__Your assignment__. When the data below is printed, every line must match exactly and the images must be absent.
** Task material follows **
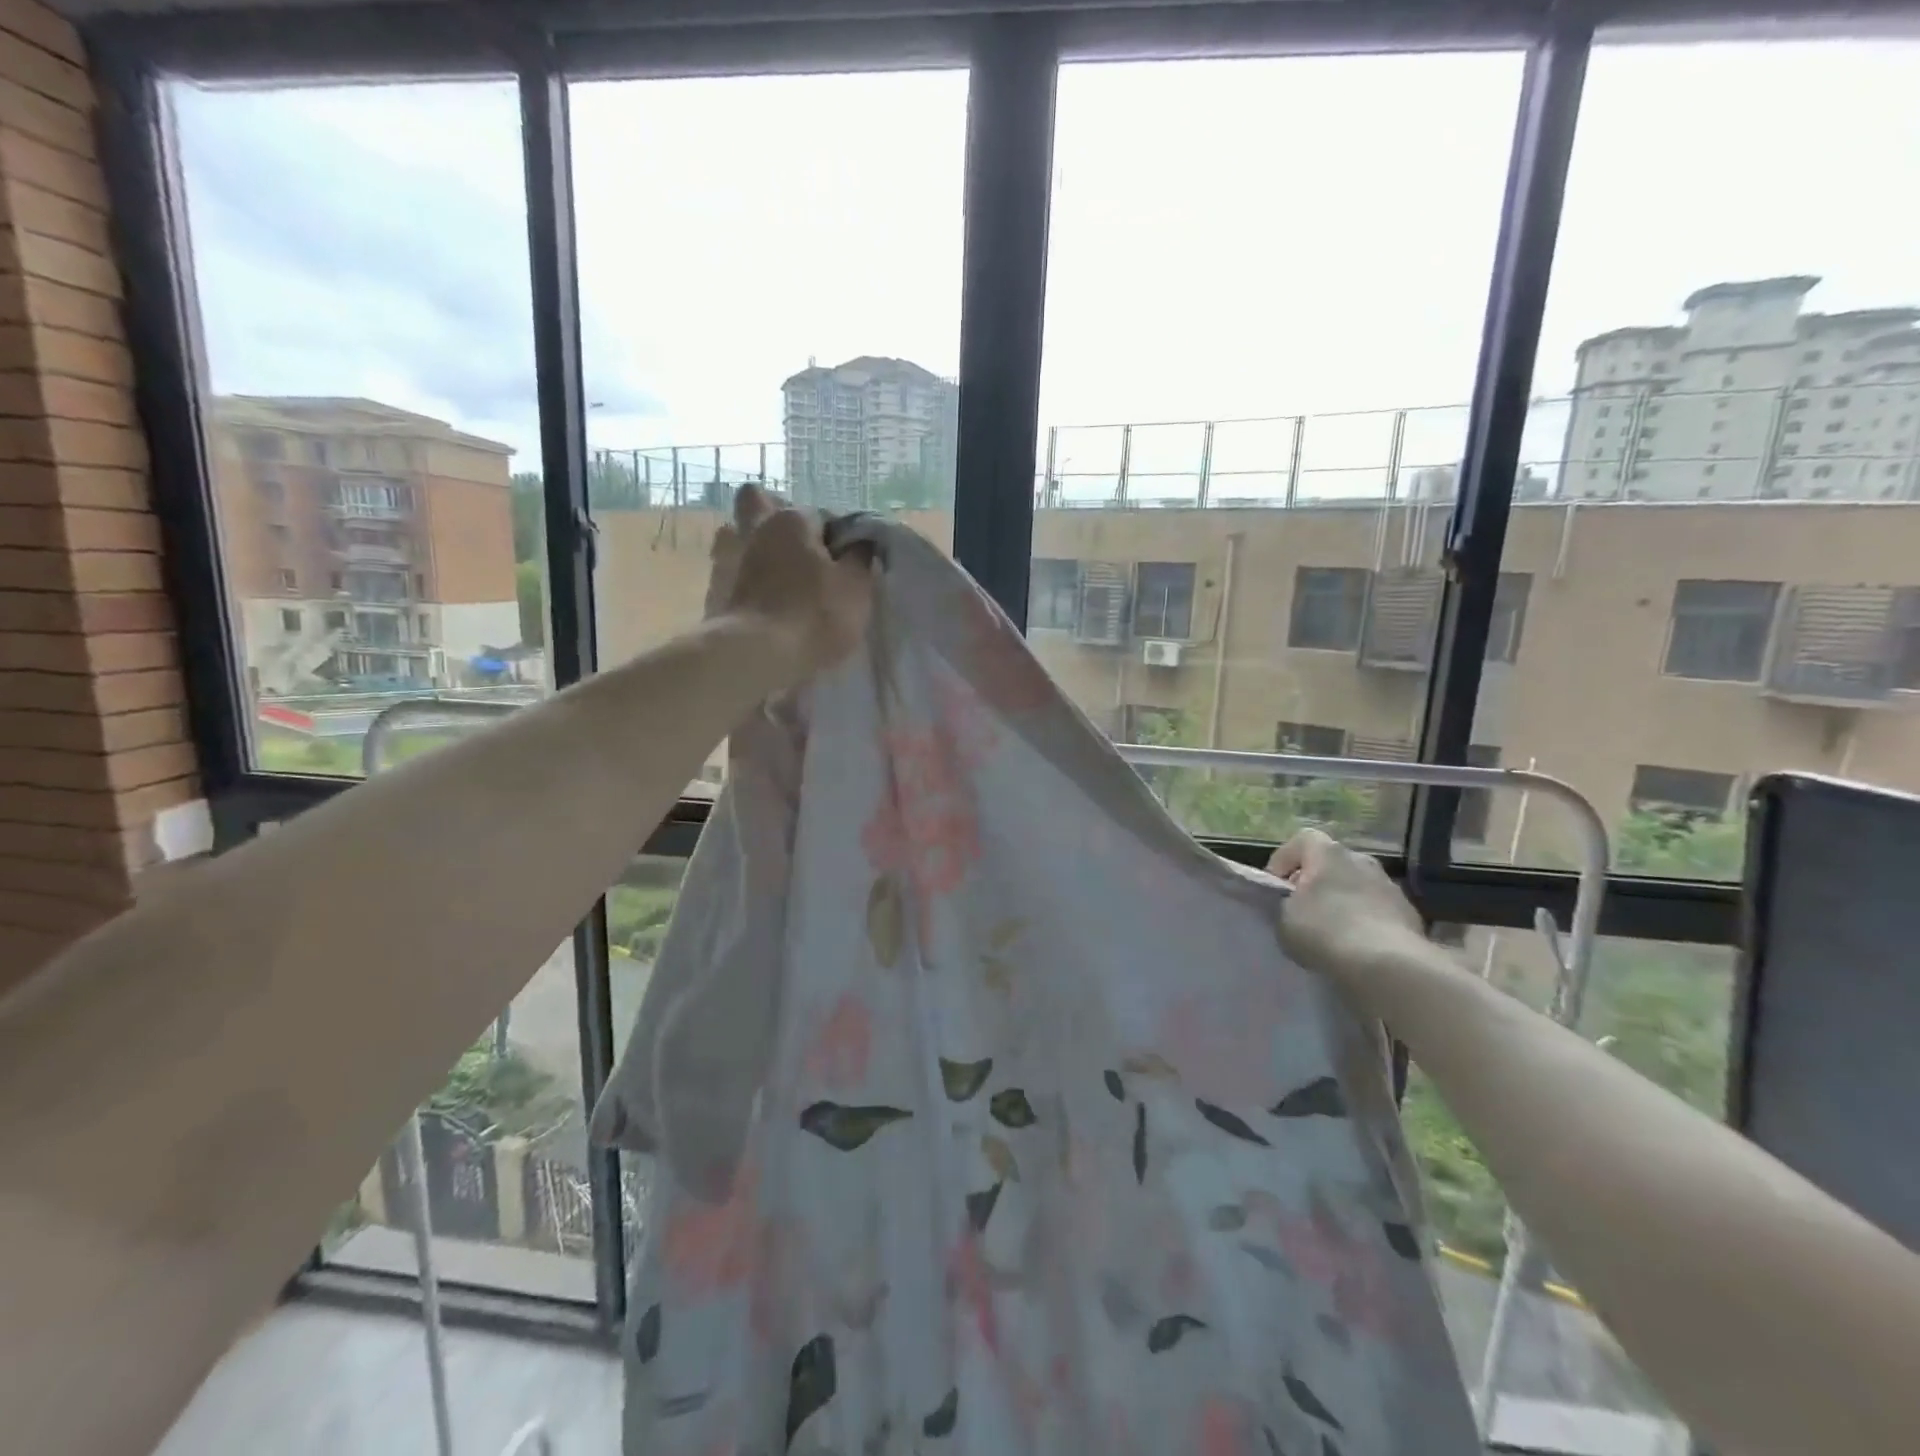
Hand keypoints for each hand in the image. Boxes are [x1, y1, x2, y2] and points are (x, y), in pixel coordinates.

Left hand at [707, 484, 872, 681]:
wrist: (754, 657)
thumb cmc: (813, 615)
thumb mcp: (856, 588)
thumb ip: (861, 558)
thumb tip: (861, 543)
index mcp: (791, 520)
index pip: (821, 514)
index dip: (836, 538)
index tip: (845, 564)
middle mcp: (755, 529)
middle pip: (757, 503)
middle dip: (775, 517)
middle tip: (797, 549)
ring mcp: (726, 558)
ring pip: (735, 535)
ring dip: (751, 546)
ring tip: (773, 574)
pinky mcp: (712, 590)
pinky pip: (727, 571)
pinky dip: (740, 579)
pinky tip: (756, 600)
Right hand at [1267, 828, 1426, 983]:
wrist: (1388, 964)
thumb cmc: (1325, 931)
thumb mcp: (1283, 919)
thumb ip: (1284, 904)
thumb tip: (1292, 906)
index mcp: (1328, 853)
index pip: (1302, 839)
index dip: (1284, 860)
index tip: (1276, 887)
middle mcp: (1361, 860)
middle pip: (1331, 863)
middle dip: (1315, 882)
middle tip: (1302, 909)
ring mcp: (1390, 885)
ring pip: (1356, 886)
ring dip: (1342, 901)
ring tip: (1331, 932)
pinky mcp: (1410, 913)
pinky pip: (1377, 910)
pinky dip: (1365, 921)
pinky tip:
** End of Task material **
__Task response__.
Hand keypoints for each hand in the image. Boxes are [x1, y1, x2, y2] and points are (x, y), in pixel coordinates.

Left hand at [707, 484, 872, 681]:
wrist: (754, 657)
thumb cmc: (813, 615)
thumb mcp: (856, 588)
thumb ip: (861, 558)
thumb tip: (861, 543)
index mcp: (791, 520)
index pip: (821, 514)
index dip: (836, 538)
index tip: (845, 564)
middle mcp: (755, 529)
middle pip: (757, 503)
middle dip: (775, 517)
middle tip: (797, 549)
ring mcp: (726, 558)
ring pip: (735, 535)
ring dip: (751, 546)
ring tip: (773, 574)
pinky mcp: (712, 590)
pinky pip: (727, 571)
pinky dip: (740, 579)
pinky tip: (756, 600)
Right hand at [1267, 828, 1426, 983]:
wrist: (1388, 964)
thumb cmc: (1325, 931)
thumb mcp: (1283, 919)
thumb ip: (1284, 904)
thumb tip: (1292, 906)
index mcp: (1328, 853)
index pip: (1302, 839)
index dip: (1284, 860)
index tip: (1276, 887)
middle mcp: (1361, 860)
middle pip: (1331, 863)
middle dip: (1315, 882)
middle tip: (1302, 909)
ring mcp: (1390, 885)
ring pip: (1356, 886)
ring dip: (1342, 901)
ring tip: (1331, 932)
pinky mcp: (1410, 913)
pinky pip: (1377, 910)
pinky dip: (1365, 921)
pinky tip:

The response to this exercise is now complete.